Read Hitler's Foreign Executioners Online
Authors: Christopher Hale
For the Germans, there was just one stumbling block. As we have seen, the main Ukrainian nationalist faction the OUN had made its autonomist aspirations all too plain at the end of June 1941, when OUN leaders had rashly declared independence after occupying the Galician capital L’viv. It was this impertinent gesture that had led Himmler to reject the idea of a ‘Ukrainian’ SS militia when it was proposed by Berger in 1941. Even after the Galician region was absorbed into the General Government, on Hitler’s orders, Himmler refused to consider recruiting an SS division – although, as we have seen, thousands of Ukrainians served in the Schuma battalions. In Himmler’s view, the nationalist OUN, albeit devoutly anti-Semitic, had a stranglehold on Galician political culture. Then in the early spring of 1943, the Governor of East Galicia, SS-Gruppenführer Otto von Wächter, decided that the time had come to try a new approach. Wächter would become the main driving force behind SS recruitment.

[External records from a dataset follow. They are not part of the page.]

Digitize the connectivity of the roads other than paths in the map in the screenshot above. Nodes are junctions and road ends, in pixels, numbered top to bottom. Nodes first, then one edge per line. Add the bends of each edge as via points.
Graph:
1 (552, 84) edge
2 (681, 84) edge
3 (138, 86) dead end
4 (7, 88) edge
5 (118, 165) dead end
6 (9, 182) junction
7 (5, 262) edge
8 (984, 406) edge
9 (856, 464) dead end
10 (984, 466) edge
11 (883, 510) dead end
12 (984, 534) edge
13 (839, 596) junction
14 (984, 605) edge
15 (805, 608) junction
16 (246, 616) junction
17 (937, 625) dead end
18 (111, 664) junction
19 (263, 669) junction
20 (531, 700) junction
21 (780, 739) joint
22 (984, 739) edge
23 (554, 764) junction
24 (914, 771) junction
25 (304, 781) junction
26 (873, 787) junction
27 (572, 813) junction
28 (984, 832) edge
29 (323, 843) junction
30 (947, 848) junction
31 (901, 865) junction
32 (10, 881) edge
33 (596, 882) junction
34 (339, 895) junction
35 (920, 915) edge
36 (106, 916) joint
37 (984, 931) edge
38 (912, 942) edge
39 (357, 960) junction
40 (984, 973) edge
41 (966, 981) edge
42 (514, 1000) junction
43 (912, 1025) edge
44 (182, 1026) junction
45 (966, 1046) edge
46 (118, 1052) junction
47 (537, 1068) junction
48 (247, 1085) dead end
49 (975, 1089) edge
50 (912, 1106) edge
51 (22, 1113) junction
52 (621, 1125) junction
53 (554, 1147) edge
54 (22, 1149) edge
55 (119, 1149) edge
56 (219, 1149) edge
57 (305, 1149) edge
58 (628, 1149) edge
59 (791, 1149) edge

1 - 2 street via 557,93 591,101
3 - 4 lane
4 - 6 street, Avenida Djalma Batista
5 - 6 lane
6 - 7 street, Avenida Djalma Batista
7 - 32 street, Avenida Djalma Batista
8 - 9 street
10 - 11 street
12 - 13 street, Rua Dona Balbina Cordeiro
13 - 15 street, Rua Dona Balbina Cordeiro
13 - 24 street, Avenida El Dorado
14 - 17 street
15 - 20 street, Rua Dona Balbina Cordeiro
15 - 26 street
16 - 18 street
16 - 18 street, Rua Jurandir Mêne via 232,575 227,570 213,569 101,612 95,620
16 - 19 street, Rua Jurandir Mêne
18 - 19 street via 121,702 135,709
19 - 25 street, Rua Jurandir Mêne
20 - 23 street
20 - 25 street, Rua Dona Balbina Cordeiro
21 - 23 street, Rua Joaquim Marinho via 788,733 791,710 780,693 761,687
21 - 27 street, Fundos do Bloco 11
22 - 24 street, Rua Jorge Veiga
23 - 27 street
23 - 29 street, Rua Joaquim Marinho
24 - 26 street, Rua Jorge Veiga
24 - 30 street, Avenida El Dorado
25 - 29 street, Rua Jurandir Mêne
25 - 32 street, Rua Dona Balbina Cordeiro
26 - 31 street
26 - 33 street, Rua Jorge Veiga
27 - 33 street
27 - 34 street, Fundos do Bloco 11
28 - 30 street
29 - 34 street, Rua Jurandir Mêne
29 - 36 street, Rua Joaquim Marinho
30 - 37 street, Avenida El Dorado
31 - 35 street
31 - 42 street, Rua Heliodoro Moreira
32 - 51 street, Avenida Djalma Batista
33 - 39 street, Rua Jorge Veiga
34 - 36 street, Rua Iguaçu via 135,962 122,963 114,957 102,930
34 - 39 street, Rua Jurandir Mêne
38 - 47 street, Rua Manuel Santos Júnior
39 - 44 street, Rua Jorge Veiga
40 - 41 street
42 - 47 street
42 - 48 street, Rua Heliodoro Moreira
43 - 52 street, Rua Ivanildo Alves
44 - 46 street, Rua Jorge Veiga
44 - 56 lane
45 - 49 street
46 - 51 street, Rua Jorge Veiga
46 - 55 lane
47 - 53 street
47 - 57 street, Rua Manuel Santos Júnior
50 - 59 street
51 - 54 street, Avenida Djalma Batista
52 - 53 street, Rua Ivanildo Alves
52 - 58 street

At the beginning of March 1943 Wächter flew from his headquarters in L’viv to Hochwald in East Prussia to meet Himmler, who was headquartered at a railway siding in his official train,
Heinrich
. They had much to discuss. The minutes taken at the meeting refer to progress with ghetto clearances and similar matters to do with the ‘Final Solution’. For the Nazi governors of the occupied east, this was business as usual. Much more pressing was the increasingly precarious state of the German
front line. For Wehrmacht commanders and the Nazi elite in Berlin, the destruction of the 6th Army and the loss of half a million men at Stalingrad was ‘the most catastrophic hitherto experienced in German history’. ‘Imagine it,’ one Russian soldier wrote to his wife, ‘the Fritzes are running away from us.’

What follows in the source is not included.